Acknowledging the limitations of DCF is smart - throwing it out because of the limitation is dumb - DCF more than any other approach  forces you to think about the valuation drivers. Your assumptions on these drivers is the grounding for ongoing monitoring of how reality unfolds against your assumptions (against your story). 

If you haven't got a 'full' story you haven't got a robust basis for trade management and if you haven't got trade management your down to relying on luck or prescient prediction. Luck and prediction are not my strong suits (actually I think they are a stupid basis for risking money)  but I manage to scrap through with trade management.


----------



## luutzu (16 July 2015)

craft said:


> The formula presented here doesn't allow you to explore the two most important aspects of determining what a business is worth. The cost of growth and the profitability of growth.
> 
> Acknowledging the limitations of DCF is smart - throwing it out because of the limitation is dumb - DCF more than any other approach  forces you to think about the valuation drivers. Your assumptions on these drivers is the grounding for ongoing monitoring of how reality unfolds against your assumptions (against your story).
> 
> If you haven't got a 'full' story you haven't got a robust basis for trade management and if you haven't got trade management your down to relying on luck or prescient prediction. Luck and prediction are not my strong suits (actually I think they are a stupid basis for risking money)  but I manage to scrap through with trade management.

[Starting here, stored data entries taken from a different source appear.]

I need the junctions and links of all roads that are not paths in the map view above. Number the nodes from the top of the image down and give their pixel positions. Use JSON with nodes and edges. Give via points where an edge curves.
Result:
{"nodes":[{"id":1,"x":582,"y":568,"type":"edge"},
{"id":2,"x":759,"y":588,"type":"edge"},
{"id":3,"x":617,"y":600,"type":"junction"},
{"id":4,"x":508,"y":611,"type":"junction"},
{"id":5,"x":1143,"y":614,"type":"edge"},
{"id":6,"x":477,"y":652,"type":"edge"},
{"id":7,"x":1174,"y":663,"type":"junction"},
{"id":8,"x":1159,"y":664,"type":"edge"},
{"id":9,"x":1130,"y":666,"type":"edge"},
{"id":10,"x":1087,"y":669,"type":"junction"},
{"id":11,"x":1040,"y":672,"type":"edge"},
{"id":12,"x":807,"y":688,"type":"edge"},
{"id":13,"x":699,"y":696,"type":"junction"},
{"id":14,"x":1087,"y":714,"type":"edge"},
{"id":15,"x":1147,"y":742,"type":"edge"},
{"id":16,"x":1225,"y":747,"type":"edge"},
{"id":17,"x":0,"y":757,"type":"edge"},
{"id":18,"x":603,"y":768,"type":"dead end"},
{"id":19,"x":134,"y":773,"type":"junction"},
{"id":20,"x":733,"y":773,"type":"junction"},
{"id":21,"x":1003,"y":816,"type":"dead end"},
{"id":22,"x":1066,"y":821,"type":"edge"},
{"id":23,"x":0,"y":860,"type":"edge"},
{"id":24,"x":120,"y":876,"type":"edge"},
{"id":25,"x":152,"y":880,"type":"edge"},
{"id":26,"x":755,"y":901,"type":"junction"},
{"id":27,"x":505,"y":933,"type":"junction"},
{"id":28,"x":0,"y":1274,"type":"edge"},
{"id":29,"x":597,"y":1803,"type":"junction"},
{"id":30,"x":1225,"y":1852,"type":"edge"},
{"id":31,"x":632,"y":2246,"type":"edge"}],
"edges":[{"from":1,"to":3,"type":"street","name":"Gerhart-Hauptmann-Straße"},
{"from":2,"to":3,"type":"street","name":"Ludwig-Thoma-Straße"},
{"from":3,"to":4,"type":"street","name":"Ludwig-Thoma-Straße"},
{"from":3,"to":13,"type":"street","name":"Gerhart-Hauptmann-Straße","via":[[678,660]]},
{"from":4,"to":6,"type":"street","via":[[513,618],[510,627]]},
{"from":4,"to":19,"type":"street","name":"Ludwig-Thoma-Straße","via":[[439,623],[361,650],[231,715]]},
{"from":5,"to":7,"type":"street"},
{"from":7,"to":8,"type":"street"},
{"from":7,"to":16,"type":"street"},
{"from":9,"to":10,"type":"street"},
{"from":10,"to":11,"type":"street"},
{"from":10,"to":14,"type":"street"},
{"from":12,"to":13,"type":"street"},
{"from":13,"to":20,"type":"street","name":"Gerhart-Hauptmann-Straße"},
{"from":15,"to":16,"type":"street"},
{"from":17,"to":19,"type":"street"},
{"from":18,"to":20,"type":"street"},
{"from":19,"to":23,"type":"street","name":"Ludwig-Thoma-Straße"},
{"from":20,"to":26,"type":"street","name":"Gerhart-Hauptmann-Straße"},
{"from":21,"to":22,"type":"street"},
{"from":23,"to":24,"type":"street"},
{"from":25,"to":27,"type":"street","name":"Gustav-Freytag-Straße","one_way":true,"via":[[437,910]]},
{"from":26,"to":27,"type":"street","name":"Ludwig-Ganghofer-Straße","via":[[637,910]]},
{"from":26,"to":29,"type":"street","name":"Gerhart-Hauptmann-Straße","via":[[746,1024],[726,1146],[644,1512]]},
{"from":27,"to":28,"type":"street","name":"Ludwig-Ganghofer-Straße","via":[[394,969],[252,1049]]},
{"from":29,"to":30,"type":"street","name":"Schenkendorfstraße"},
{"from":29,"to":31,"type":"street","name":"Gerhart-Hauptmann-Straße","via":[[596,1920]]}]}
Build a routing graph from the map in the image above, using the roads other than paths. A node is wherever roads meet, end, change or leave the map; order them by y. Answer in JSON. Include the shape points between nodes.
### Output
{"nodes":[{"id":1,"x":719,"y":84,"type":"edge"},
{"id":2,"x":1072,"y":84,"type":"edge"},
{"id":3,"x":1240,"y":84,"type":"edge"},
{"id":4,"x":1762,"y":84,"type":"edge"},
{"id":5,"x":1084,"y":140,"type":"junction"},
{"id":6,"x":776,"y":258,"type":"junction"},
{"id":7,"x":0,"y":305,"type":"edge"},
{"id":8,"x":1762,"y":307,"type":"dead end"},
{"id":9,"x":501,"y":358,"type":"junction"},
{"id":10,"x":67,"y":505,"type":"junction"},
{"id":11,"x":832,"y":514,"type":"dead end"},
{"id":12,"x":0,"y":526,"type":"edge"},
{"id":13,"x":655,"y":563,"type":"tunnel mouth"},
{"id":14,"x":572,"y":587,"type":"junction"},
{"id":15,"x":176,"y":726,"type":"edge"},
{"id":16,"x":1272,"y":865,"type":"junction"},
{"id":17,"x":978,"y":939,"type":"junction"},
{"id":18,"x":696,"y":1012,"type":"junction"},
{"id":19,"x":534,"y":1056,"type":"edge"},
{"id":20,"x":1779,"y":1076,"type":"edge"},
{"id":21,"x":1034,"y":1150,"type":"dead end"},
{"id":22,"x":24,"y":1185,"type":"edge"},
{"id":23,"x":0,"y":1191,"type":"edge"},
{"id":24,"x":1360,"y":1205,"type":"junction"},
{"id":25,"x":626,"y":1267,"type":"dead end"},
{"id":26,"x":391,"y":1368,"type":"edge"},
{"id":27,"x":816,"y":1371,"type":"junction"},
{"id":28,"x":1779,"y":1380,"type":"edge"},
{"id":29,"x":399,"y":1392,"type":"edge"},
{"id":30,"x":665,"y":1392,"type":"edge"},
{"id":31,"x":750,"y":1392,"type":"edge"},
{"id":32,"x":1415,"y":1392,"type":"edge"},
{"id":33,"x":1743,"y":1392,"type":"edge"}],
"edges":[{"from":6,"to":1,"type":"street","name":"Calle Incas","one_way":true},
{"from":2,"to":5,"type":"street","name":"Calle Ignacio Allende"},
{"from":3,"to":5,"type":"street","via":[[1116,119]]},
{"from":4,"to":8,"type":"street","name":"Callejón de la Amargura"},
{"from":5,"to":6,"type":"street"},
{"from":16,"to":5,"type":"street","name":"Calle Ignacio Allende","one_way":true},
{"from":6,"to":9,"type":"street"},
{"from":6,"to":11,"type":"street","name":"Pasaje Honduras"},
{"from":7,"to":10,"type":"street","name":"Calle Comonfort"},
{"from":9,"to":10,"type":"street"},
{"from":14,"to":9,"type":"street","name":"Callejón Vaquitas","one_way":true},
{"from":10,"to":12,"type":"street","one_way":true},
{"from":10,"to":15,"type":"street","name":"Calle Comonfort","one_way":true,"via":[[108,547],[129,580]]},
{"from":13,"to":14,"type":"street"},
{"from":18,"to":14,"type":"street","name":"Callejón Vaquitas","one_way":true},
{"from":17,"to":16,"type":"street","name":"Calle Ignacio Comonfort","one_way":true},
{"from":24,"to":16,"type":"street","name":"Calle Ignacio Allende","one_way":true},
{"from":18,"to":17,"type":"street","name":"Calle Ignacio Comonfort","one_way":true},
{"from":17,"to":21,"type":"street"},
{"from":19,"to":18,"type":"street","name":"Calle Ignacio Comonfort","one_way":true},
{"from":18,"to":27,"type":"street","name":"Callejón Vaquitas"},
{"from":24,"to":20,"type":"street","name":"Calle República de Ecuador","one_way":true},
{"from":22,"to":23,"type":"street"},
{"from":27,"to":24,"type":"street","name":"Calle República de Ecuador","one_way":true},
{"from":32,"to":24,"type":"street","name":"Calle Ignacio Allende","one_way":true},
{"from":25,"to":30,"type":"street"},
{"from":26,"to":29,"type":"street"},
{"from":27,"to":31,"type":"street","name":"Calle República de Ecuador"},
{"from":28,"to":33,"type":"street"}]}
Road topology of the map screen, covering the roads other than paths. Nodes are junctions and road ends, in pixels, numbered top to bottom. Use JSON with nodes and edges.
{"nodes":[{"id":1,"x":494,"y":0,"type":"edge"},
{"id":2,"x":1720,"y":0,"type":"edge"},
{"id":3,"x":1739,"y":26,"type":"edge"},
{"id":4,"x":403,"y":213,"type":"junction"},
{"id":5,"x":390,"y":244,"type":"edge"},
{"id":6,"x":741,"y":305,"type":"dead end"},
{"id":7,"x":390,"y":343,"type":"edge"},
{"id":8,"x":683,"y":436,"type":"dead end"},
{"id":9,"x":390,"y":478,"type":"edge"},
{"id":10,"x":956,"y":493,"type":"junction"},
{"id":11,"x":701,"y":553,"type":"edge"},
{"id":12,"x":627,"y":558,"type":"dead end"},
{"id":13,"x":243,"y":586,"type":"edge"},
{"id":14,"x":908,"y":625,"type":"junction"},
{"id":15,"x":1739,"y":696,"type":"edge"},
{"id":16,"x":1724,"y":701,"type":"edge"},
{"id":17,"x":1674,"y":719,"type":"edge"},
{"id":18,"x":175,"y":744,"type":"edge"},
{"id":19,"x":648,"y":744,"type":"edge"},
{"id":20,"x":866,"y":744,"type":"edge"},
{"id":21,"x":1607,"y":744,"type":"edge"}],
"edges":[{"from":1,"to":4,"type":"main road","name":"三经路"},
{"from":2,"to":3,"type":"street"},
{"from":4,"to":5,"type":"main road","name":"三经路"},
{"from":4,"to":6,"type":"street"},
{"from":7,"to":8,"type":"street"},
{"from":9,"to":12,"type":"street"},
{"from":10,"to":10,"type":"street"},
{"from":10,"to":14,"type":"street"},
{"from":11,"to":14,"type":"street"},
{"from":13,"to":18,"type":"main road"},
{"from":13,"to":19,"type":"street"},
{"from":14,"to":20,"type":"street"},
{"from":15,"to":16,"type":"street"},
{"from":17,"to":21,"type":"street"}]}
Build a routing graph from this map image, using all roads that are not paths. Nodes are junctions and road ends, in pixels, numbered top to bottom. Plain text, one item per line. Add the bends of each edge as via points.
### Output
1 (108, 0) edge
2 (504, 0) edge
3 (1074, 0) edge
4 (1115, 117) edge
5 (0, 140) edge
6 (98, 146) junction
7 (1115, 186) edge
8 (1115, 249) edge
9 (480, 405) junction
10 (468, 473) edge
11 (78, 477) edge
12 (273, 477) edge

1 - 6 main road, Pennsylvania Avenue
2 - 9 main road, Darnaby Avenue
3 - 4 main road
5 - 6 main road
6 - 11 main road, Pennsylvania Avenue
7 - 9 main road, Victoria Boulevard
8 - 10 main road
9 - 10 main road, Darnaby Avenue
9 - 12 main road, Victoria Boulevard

Luck and prediction is not your strong suits and you recommend DCF? Where people have to know interest rates, earnings, and market forces over the next 5 to 10 years?


----------



## craft (16 July 2015)

luutzu said:


> Luck and prediction is not your strong suits and you recommend DCF? Where people have to know interest rates, earnings, and market forces over the next 5 to 10 years?




You just don't get it do you! I guess some of the most important thing's can't be explained or at least I can't explain them.


----------



## luutzu (16 July 2015)

craft said:


> You just don't get it do you! I guess some of the most important thing's can't be explained or at least I can't explain them.




You do realise that a business is an organic entity right? One that live within constantly changing micro and macro environment. So the effect of one having on another, and another... you seriously think that can be predicted or estimated or know with the kind of certainty that a mathematical model require?

Take Australian retail - Lidl could come in and set up shop; Costco is already here and could expand; Walmart could take a bite; maybe eBay and some Chinese firm like Alibaba... What effect would that have on WOW if any of those scenario were to happen? Can they be predicted?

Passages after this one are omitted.